Aralarında gördüğümde beni en çok şaşırtan ise küçük bir kız olmuştu. Mor gözleri ve benzersiz yeteneği ile hepinizden daha zengin ve daha eşsizdi. Fakat büyük bir fakirlik yaşıyordu. Gözleri onun tüm nimetleriydi fakat fakirliginin sebebide onlar idi.
Bir çift göz düşün. Seni dünya üzerindeki tüm insanlardan ayırıcak kadar güzel. Renkleri eşsiz. Mor gözler. Hatta ve hatta seni en zengin insan hâline getirebilir çünkü insanların zayıflık olarak gördükleri gözyaşların dünya üzerindeki en büyük zenginlik. Gözlerinde bulunan bir horman yüzünden gözlerindeki menalin miktarı oldukça az ve rengi oldukça nadir mor rengi. Ayrıca bu hormon yüzünden göz yaşları oksijen ile buluştuğu anda oldukça değerleri bir kristale dönüşüyor. Gerçekten benzersiz bir yetenek kabul ediyorum. Elbet bu gözlere sahip olmak isterdin fakat bunun bir de perde arkası var. Hiçbir şekilde göremiyeceksin. Gözlerin benzersiz bir renkte olucak ama sen o rengi bile göremiyeceksin. Göz yaşların çok değerli olucak fakat sahip olduğun servet bile görmeni sağlayamıyacak.

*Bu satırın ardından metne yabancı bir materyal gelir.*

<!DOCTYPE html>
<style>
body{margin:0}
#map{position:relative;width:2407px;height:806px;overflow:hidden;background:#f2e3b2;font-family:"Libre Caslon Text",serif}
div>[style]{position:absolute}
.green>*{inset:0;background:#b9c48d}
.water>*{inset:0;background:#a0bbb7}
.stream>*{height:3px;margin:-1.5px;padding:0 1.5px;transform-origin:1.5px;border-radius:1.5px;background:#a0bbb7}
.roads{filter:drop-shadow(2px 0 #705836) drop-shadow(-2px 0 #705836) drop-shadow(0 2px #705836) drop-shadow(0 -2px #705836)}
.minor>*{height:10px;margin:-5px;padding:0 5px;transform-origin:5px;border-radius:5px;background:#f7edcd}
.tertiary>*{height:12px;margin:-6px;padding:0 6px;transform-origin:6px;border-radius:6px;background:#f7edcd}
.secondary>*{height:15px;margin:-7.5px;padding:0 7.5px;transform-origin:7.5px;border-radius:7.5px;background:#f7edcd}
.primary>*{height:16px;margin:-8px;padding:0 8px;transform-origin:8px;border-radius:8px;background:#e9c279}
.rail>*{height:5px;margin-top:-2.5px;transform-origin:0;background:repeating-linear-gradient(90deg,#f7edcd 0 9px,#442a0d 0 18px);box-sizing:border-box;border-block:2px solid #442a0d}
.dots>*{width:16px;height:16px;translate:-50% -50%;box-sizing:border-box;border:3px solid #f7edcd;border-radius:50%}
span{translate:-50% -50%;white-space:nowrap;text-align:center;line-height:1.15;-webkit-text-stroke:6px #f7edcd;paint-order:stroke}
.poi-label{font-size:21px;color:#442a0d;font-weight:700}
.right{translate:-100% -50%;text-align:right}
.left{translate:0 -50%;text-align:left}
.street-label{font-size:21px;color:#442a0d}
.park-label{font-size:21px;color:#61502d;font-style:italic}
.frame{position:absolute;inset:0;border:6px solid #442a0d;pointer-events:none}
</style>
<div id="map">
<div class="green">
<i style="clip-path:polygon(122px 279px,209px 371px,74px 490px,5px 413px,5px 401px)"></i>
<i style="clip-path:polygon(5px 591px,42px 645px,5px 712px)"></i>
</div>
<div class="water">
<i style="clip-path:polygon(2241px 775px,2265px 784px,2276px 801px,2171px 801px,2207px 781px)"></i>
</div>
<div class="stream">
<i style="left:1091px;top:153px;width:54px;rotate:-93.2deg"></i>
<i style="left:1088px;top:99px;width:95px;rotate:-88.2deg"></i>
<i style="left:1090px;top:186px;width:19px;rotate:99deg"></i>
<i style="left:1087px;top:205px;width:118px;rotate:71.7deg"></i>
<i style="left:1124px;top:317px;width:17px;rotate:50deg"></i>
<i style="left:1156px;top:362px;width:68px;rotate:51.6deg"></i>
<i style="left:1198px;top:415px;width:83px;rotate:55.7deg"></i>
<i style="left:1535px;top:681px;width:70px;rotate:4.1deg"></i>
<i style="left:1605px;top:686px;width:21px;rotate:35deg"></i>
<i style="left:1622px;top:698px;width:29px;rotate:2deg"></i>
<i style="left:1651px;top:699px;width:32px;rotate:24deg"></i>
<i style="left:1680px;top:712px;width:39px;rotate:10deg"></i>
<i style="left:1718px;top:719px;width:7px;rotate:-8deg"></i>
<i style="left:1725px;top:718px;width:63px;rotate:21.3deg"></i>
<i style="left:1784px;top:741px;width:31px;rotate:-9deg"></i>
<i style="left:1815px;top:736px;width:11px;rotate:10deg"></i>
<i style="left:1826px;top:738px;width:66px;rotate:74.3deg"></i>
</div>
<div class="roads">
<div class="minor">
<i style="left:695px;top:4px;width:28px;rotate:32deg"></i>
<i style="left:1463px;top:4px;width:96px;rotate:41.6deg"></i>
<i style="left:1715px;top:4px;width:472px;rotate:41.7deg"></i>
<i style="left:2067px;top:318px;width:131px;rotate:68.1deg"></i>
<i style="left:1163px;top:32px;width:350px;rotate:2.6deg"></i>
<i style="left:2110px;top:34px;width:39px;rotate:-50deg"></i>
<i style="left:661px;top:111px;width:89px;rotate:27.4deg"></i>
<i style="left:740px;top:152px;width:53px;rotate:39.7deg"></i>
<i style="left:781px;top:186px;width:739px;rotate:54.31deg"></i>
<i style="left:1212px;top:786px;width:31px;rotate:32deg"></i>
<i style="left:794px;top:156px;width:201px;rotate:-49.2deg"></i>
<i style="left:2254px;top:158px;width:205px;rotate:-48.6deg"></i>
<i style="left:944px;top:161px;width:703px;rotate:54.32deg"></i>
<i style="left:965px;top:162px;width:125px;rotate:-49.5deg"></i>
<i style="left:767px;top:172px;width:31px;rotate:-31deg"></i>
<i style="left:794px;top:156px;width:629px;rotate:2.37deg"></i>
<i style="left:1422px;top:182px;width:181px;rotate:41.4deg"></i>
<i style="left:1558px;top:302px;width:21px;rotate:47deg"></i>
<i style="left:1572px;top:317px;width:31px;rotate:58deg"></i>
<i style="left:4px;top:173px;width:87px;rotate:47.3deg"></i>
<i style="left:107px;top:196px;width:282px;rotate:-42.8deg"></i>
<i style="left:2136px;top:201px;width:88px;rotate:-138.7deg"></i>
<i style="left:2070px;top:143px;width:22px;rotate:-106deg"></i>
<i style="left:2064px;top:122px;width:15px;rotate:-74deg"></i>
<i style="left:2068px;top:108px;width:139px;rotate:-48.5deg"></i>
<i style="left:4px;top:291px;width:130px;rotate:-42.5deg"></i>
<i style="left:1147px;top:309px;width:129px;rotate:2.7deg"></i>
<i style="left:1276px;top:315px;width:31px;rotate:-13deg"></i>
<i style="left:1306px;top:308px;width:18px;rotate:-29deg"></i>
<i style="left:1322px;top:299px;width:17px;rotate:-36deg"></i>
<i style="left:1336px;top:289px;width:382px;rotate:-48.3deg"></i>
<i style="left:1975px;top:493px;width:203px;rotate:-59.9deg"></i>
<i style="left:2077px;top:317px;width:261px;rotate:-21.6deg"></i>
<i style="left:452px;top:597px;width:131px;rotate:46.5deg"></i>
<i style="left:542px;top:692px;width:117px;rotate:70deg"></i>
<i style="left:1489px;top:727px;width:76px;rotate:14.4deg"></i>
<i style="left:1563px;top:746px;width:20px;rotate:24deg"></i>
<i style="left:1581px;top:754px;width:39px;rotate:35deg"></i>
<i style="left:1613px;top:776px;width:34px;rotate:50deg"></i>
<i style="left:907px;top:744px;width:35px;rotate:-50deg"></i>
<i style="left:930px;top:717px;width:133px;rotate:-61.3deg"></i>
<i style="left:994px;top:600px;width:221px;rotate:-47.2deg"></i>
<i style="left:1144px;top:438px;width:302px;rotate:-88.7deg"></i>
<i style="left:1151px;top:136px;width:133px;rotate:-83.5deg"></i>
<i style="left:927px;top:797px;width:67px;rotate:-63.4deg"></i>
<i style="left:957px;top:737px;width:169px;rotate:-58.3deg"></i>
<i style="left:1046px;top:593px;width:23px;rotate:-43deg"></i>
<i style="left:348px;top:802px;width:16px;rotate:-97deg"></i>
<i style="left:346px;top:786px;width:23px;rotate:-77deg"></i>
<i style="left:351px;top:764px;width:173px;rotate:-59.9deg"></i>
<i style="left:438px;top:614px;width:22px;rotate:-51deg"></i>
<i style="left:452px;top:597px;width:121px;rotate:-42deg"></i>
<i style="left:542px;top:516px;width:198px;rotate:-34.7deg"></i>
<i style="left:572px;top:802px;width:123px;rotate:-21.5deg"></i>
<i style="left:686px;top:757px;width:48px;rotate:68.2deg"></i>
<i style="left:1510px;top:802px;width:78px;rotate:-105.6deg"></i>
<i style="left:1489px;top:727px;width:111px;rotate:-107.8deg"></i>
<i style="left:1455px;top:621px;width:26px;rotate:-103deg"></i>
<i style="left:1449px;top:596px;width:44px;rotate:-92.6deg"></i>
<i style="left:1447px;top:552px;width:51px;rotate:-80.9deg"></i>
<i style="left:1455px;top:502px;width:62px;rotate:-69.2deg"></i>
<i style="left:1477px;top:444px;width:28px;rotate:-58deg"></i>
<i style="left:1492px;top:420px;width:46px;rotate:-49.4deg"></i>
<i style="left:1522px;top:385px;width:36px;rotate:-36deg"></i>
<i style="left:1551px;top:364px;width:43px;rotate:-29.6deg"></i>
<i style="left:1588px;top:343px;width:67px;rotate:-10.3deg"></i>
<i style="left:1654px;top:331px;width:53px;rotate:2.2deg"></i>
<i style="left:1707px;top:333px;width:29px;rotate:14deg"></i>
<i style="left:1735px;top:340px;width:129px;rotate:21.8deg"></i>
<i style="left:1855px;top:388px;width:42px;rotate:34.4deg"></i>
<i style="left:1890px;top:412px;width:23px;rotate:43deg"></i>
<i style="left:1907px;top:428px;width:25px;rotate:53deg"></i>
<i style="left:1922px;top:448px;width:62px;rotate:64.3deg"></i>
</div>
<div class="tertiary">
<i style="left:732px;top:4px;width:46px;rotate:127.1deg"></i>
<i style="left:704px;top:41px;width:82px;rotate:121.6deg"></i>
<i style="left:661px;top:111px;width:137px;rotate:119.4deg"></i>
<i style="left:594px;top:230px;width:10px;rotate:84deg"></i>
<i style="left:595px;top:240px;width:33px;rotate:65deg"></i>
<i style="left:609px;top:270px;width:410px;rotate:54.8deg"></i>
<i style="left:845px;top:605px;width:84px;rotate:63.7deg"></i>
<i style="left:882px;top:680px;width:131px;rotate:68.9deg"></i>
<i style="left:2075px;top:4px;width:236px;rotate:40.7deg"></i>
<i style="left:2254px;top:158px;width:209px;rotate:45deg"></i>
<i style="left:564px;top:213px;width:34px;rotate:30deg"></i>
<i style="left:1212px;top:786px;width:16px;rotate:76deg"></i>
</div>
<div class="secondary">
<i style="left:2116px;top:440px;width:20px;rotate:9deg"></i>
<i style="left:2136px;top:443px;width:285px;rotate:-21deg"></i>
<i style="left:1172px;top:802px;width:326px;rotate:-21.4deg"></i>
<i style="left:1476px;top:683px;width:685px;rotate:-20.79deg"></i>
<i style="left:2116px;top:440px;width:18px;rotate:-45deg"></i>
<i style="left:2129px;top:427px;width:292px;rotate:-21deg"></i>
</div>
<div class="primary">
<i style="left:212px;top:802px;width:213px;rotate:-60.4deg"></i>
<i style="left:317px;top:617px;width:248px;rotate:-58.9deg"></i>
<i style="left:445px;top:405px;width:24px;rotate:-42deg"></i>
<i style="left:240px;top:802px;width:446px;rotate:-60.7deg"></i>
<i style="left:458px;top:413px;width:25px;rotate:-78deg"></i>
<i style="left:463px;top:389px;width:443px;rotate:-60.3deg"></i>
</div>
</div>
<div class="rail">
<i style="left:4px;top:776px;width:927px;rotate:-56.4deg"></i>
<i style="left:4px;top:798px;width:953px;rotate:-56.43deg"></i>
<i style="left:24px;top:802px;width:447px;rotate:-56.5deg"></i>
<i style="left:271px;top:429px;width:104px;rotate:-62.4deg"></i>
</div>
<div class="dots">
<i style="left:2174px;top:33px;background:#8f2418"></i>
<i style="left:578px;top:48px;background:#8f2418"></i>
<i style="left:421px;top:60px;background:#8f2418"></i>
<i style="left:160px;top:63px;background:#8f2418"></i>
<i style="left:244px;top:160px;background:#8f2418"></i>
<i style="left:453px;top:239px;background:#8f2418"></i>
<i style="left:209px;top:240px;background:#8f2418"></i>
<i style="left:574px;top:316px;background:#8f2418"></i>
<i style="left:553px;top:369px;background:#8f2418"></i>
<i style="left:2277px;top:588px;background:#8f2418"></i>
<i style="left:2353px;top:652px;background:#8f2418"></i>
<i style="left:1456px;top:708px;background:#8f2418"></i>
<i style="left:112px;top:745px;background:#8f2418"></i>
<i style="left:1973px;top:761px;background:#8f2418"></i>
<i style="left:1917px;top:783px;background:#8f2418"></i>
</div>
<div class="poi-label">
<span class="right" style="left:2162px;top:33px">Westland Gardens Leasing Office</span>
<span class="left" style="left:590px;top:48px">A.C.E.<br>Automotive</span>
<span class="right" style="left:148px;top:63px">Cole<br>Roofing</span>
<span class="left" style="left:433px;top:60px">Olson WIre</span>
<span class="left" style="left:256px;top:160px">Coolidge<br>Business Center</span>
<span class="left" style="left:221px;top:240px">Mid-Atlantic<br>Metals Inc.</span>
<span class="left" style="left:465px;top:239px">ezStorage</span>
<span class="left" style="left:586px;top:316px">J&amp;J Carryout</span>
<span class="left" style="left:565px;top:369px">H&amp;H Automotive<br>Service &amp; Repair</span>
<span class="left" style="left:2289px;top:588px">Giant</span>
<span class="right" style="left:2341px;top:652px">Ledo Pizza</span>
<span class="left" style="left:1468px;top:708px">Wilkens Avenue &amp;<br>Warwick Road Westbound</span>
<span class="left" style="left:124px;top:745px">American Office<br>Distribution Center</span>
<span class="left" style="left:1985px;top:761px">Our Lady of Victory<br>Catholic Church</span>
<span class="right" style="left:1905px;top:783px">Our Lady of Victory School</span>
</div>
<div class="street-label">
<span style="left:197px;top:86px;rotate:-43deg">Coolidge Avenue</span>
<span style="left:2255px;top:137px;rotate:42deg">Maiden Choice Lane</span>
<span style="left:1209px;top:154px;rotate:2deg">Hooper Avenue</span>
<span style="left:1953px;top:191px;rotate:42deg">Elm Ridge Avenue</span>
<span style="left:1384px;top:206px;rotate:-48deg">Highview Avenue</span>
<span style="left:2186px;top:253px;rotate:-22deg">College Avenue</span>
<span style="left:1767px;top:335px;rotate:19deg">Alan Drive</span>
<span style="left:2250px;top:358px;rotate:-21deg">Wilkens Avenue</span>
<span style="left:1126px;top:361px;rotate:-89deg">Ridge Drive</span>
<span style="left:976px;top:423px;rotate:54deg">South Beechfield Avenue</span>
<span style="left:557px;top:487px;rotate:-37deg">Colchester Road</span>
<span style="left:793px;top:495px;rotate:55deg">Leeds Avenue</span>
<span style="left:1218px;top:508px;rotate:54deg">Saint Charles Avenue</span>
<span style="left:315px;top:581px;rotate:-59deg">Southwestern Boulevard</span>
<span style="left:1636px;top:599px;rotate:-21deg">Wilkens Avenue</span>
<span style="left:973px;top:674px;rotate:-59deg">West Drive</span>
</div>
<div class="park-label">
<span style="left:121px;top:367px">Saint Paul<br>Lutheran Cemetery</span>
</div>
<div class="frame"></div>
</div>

Hayat bir terazi kefesi gibi eşitlikten yanadır. -insanlar hile yapmadığı sürece.- bir yerden kazansan yine kaybedersin. Ve şu an anlıyorum ki ben ailemi kaybederek yeni bir aile bulmuştum. Savaşçılar ve İdın için anne ve babamı feda etmem gerekmişti.
Biz konumuza dönelim. Son bir çocuk daha vardı. Gözlerinde düşmanı olduğum güneş vardı. Hatırlıyorum da ilk hiç sevmemiştim onu. Güneşe düşmanım ya. Sana o güneş gözlü çocuğu nasıl anlatabilirim? Oldukça güzeldi mesela. Çok güçlüydü ve bunun bilincindeydi. Hep ağır başlığını korudu. Duruşu ile insanı ezerdi. Saçları altın rengiydi mesela. Oda en az Hyun Su kadar uzundu. Ergenlik nedir bilmeyen kusursuz bir teni vardı. Yüzü çiller ile kaplıydı ama güneş gözleri hep yorgun bakardı. Sanki hayat onu yormuş ve ağlamaya zorlamıştı. Tam ağlayarak içini dökecekken bu sefer sorumlulukları onu susturmuş ve içine attığı göz yaşları çilleri olmuştu. Zamanla çok sevdim onu çünkü beşimizede kardeşleri gibi davranırdı. Tabii en çok Hyun Su ve Lui değerliydi onun için. Kılımıza zarar gelmesine izin vermedi. Fakat en çok da Lui'yi yanindan ayırmazdı. Yada Lui yanından ayrılmazdı.
Sonra başkaları katıldı aramıza. Savaşçı olduk. Adalet savaşçıları. Adalet için dedik, kâh hayat verdik hak acımadan hayatlara son verdik. Ama sana yemin ederim ki hiçbir zaman kendimizi tanrı yapmadık. Nefsimize hakim olduk.
Birimiz hariç...
Kimler mi geldi?
Umut geldi. Adaletin varlığına olan umudumuzu arttırdık.
Maria geldi. Geleceğimiz olduğunu anladık.
Melodi geldi. Sesimizi duyurmanın yollarını bulduk.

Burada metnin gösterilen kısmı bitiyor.